All eight of the above healthcare systems have above-average outcomes. Costs are controlled particularly in those where there is a choice of insurer and provider with the choice of insurer not just limited to a single state (social/public) provider. Currently in the UK we restrict choice for both purchaser/insurer and provider. If we are to introduce more choice what are the options for one or both going forward? In charting the course towards a more varied healthcare landscape in the UK, five policies have been identified based on the discussion above:
Tax Relief on Private Medical Insurance: The first step involves introducing tax relief on private medical insurance (PMI). This initiative is designed to enhance consumer choice in insurers, increase the size of the market and spur further investment by providers, broadening the healthcare sector
Legislation for Not-for-Profit Purchasers: A policy to establish not-for-profit insurers, such as mutuals or benevolent funds, could be introduced. These could be tailored to specific professions or geographic areas, similar to the model of the Police Benevolent Fund, fostering a community-based approach to healthcare funding.

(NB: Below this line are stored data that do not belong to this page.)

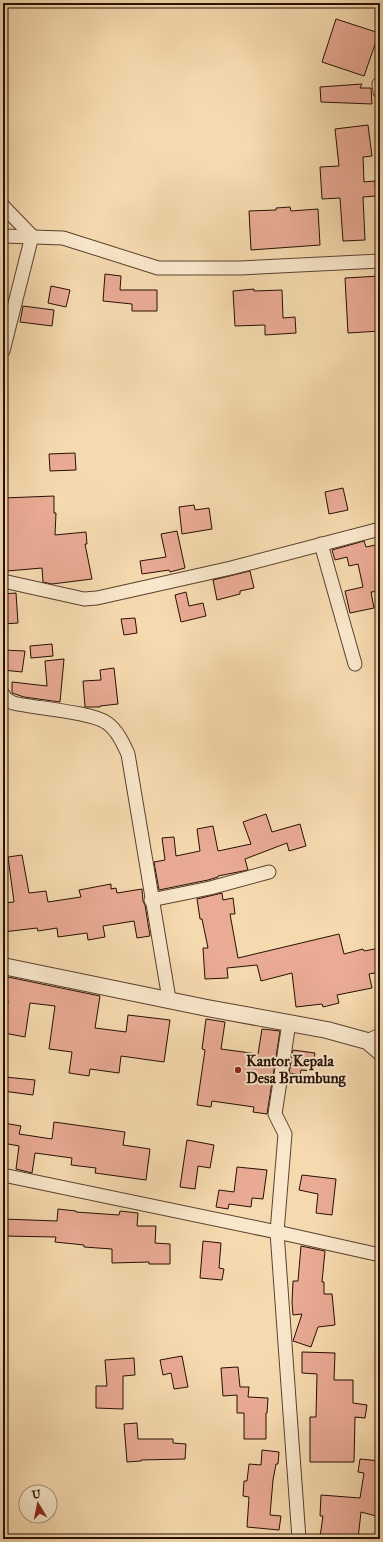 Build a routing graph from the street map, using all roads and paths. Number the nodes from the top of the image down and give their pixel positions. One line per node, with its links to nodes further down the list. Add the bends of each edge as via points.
1 (3, 206): 3 (street)
2 (3, 236): 3 (street)
3 (32, 236): 4 (street, via 63,238 158,268 240,268); 5 (street)
4 (380, 261)
5 (3, 351)
6 (380, 529): 7 (street)
7 (321, 544): 8 (street, via 231,568 98,598 84,599); 9 (street)
8 (3, 581)
9 (355, 664)
10 (3, 694): 12 (street, via 13,704 87,716 107,723 123,742 128,754)
11 (268, 872): 12 (street, via 210,888)
12 (151, 900): 14 (street)
13 (3, 966): 14 (street)
14 (168, 1000): 15 (street)
15 (289, 1023): 16 (street); 19 (street, via 275,1114 285,1134)
16 (373, 1038): 17 (street)
17 (380, 1052)
18 (3, 1175): 19 (street)
19 (277, 1232): 20 (street); 21 (street)
20 (380, 1255)
21 (299, 1539)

Increasing the Number of Private Medical Insurers: There is a need for more coverage options. While new market entrants currently offer low-premium, limited-coverage plans aimed at young, healthy individuals, a policy approach could encourage new insurers to provide broader, more comprehensive coverage. It could be achieved through secondary or tertiary legislation via the Competition and Markets Authority.
Legislation to Promote Not-for-Profit Providers: Drawing inspiration from global healthcare models where a significant portion of healthcare is delivered by not-for-profit entities like charities or academic institutions, new laws would support the growth of such providers in the UK. This would diversify the types of healthcare institutions available, potentially focusing on community health or specialised care. They in turn could contract to carry out work for the NHS, mutual insurers, private insurers and paying patients.
Supporting Private, Owner-Run Small and Medium Enterprises in Healthcare: Finally, legislation could be enacted to bolster the expansion of private, owner-run SMEs in the healthcare sector. This could be through tax breaks, seed funding, loan security and development grants. This approach could stimulate local healthcare provision, potentially increasing innovation, responsiveness to need, personalisation of services, and competition in the market.
These policies aim to develop a system where patients have more options, and where both profit and not-for-profit entities can thrive, ultimately leading to a more accessible, resilient, financially sustainable healthcare system in the UK.
Nick White is the medical director of an independent sector hospital and has previously worked as a medical director within the NHS where he still works part time as a Consultant Surgeon.